Copy, word for word, the lines of the entries below between the one with "thumb mcp: (597, 461)" and the one with "index mcp: (996, 437)", inclusive, and leave out everything else.

---

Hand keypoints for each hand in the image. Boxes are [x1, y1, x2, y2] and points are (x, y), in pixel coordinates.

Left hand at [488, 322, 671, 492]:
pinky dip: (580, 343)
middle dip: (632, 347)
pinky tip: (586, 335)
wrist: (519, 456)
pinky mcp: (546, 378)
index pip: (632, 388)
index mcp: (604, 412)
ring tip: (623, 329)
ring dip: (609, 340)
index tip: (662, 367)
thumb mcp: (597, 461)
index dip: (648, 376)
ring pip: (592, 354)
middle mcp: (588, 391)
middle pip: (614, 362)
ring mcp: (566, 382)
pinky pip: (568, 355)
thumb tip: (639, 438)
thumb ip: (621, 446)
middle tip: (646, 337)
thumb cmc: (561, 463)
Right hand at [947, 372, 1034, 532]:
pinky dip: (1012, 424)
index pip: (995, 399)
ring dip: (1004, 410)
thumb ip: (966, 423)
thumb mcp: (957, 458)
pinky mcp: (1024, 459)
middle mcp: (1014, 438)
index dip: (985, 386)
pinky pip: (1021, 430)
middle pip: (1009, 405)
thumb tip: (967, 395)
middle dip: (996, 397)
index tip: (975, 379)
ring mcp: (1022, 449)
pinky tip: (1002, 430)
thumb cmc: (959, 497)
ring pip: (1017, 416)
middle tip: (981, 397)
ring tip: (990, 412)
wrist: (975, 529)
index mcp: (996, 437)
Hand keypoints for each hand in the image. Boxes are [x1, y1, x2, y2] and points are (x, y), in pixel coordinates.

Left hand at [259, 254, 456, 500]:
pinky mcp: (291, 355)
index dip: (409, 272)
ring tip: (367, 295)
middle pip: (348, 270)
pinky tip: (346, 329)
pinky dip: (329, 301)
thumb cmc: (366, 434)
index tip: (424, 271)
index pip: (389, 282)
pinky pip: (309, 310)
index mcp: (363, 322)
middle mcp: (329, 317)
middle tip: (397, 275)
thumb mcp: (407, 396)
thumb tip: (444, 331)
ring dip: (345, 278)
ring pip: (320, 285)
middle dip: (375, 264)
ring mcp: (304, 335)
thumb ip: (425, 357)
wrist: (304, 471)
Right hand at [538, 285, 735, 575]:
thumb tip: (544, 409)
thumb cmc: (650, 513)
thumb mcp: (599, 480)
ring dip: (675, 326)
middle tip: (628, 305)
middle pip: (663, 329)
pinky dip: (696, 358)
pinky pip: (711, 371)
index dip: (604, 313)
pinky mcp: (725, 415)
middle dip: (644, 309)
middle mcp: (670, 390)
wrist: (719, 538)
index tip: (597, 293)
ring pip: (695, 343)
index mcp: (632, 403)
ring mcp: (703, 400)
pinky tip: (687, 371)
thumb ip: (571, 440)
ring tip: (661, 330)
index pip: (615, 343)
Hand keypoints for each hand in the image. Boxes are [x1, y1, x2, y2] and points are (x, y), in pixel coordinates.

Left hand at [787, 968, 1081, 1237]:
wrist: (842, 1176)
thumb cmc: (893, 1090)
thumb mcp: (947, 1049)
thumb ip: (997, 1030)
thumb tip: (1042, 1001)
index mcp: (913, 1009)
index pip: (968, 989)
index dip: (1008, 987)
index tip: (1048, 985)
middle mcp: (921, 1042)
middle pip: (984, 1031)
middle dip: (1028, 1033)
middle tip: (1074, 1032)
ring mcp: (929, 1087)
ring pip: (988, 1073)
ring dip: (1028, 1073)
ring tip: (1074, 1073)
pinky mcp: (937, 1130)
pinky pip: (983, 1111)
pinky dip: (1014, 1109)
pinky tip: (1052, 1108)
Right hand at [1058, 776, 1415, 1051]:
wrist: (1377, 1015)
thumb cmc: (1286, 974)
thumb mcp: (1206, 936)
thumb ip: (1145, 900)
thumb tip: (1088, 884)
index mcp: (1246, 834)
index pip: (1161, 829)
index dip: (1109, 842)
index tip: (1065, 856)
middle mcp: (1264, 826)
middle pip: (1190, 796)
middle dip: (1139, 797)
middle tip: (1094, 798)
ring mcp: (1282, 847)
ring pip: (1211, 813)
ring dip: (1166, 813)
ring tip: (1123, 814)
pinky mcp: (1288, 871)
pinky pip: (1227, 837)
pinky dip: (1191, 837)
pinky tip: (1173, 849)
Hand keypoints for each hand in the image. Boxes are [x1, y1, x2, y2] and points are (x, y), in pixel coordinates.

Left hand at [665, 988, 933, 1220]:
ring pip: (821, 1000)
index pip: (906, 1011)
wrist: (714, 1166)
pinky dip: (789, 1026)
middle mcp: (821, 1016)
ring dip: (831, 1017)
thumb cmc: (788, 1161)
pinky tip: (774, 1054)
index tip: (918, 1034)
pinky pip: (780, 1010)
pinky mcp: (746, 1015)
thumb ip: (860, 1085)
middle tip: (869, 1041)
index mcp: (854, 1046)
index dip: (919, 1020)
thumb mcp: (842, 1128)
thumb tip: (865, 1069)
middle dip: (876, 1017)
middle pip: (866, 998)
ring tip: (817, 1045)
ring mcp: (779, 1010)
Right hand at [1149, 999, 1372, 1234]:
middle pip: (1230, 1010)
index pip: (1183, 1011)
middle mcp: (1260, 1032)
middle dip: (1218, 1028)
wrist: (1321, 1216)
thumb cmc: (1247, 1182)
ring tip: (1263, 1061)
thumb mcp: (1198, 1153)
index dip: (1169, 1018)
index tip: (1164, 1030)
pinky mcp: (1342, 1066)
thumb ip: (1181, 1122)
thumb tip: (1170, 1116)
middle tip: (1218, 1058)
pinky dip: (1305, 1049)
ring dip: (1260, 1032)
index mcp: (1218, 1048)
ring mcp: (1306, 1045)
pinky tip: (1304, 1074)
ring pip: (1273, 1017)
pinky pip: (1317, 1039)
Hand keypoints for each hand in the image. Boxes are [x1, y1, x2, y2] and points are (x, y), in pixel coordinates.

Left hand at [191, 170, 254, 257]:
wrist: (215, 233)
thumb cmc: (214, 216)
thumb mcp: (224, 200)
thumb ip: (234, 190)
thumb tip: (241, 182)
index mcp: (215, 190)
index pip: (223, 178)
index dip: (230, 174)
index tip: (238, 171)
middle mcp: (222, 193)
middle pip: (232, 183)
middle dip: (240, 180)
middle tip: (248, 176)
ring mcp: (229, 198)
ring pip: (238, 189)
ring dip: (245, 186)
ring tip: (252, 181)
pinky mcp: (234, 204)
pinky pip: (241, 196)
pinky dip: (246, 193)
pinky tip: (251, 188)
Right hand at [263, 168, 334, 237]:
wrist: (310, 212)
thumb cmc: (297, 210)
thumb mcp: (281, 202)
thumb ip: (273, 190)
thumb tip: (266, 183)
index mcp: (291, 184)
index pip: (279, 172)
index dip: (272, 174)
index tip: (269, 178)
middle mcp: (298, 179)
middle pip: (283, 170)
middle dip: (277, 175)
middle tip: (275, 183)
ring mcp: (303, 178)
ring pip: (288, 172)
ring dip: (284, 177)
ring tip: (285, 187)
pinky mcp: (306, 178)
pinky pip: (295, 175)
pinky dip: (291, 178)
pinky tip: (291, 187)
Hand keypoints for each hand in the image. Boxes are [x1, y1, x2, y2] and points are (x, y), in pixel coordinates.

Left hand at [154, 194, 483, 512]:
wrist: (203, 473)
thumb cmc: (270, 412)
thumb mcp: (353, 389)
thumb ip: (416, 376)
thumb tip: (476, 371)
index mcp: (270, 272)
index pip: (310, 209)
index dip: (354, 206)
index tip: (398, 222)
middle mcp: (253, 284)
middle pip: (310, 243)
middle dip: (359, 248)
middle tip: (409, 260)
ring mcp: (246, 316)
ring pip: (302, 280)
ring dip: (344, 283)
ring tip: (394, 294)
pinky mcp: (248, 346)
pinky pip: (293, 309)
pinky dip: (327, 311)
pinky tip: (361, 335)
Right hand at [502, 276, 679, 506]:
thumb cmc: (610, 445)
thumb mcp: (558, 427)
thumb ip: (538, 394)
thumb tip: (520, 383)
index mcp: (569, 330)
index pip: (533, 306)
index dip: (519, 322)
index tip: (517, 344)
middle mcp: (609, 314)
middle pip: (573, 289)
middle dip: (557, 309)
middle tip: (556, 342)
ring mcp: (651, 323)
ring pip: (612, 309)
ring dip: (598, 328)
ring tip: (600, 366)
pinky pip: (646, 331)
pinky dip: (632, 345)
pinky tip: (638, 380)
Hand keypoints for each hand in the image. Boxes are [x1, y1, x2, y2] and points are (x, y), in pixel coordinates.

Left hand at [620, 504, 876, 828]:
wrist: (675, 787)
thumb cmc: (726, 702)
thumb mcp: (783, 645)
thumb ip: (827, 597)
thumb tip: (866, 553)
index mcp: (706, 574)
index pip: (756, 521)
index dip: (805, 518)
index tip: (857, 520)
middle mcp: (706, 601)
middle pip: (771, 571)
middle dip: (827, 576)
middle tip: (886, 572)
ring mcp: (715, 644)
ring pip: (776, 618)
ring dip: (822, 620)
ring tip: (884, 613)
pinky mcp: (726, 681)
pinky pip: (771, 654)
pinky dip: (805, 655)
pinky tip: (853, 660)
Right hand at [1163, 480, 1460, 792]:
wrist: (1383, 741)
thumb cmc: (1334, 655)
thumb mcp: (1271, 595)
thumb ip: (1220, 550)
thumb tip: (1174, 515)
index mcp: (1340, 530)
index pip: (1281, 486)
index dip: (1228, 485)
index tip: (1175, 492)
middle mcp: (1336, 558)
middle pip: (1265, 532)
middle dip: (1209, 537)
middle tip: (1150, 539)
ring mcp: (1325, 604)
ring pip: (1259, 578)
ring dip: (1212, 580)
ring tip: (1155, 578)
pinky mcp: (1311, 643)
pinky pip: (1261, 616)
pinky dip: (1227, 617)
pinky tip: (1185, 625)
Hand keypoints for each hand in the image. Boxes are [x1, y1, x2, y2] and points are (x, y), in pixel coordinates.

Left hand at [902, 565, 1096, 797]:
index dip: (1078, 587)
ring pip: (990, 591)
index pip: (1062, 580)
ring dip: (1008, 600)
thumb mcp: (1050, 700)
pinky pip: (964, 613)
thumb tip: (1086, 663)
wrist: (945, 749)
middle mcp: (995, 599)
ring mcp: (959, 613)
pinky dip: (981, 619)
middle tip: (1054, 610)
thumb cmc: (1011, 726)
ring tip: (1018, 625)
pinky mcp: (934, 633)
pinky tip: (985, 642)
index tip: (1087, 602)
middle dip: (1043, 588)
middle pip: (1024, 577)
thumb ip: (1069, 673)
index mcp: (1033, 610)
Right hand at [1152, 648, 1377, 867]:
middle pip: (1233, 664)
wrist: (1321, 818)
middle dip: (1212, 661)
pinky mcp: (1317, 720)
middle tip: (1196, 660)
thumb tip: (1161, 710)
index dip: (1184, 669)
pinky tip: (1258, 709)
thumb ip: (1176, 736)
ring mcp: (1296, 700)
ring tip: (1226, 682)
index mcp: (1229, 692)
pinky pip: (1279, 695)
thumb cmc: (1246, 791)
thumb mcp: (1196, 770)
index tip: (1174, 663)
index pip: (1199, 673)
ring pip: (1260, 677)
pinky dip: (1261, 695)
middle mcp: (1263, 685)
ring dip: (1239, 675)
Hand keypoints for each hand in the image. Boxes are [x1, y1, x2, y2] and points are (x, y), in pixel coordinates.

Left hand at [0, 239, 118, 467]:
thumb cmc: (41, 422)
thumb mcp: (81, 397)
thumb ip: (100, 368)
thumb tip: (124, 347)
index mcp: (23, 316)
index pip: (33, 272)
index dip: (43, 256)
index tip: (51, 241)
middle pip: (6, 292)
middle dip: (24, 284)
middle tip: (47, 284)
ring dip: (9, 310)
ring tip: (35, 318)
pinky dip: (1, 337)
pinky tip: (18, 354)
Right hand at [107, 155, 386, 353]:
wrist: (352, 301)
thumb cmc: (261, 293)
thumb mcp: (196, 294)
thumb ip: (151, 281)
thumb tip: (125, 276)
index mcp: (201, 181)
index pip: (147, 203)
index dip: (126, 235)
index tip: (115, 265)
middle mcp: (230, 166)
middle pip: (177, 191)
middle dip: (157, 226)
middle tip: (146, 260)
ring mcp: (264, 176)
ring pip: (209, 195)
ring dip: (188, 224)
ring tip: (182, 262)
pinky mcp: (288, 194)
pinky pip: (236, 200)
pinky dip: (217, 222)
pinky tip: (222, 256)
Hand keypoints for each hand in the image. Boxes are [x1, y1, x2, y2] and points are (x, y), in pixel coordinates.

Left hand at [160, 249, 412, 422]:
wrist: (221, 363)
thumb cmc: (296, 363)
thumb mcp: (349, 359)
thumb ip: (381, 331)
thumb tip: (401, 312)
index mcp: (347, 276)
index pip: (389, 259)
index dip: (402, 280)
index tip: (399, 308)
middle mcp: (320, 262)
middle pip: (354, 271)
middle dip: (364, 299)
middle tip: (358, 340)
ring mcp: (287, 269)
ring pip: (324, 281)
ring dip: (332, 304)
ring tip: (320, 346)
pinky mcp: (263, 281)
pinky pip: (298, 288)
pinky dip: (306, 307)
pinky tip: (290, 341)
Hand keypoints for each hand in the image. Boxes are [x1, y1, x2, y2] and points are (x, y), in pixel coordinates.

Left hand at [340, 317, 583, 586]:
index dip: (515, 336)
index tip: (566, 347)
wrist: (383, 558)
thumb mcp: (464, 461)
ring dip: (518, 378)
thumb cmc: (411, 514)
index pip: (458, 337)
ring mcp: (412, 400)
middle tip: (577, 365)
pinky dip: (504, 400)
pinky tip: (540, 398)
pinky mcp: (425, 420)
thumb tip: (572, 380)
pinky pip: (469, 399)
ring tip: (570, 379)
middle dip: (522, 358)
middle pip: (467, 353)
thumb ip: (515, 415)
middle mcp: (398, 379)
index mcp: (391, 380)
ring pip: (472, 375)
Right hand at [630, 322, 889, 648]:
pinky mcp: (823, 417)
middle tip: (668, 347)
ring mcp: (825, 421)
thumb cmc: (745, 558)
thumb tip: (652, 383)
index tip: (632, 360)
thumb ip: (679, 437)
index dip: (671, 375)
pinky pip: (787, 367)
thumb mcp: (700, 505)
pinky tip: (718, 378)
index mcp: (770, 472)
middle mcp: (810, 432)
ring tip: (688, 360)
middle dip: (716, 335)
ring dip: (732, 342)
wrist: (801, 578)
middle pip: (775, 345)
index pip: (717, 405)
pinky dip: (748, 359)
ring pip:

---

__RESULT OF THIS EXERCISE__.
thumb mcp: (597, 461)
index dip: (648, 376)
ring pip: (592, 354)
middle mcp: (588, 391)
middle pip: (614, 362)
ring mcp: (566, 382)
pinky pip: (568, 355)
thumb tip: (639, 438)
thumb ip: (621, 446)
middle tip: (646, 337)
thumb cmc: (561, 463)
Right hand at [947, 372, 1034, 532]:
pinky dip: (1012, 424)
index pip: (995, 399)
ring dip: (1004, 410)
thumb ip: (966, 423)
thumb mcp: (957, 458)
pinky mcp: (1024, 459)
middle mcp: (1014, 438)
index dip: (985, 386)
pinky pip: (1021, 430)
middle pip: (1009, 405)
thumb tip: (967, 395)
middle dip: (996, 397)
index tip: (975, 379)
ring mcp: (1022, 449)
pinky tip: (1002, 430)
thumb cmc: (959, 497)
ring pip: (1017, 416)
middle tip: (981, 397)
ring tip: (990, 412)
wrist: (975, 529)
index mcp: (996, 437)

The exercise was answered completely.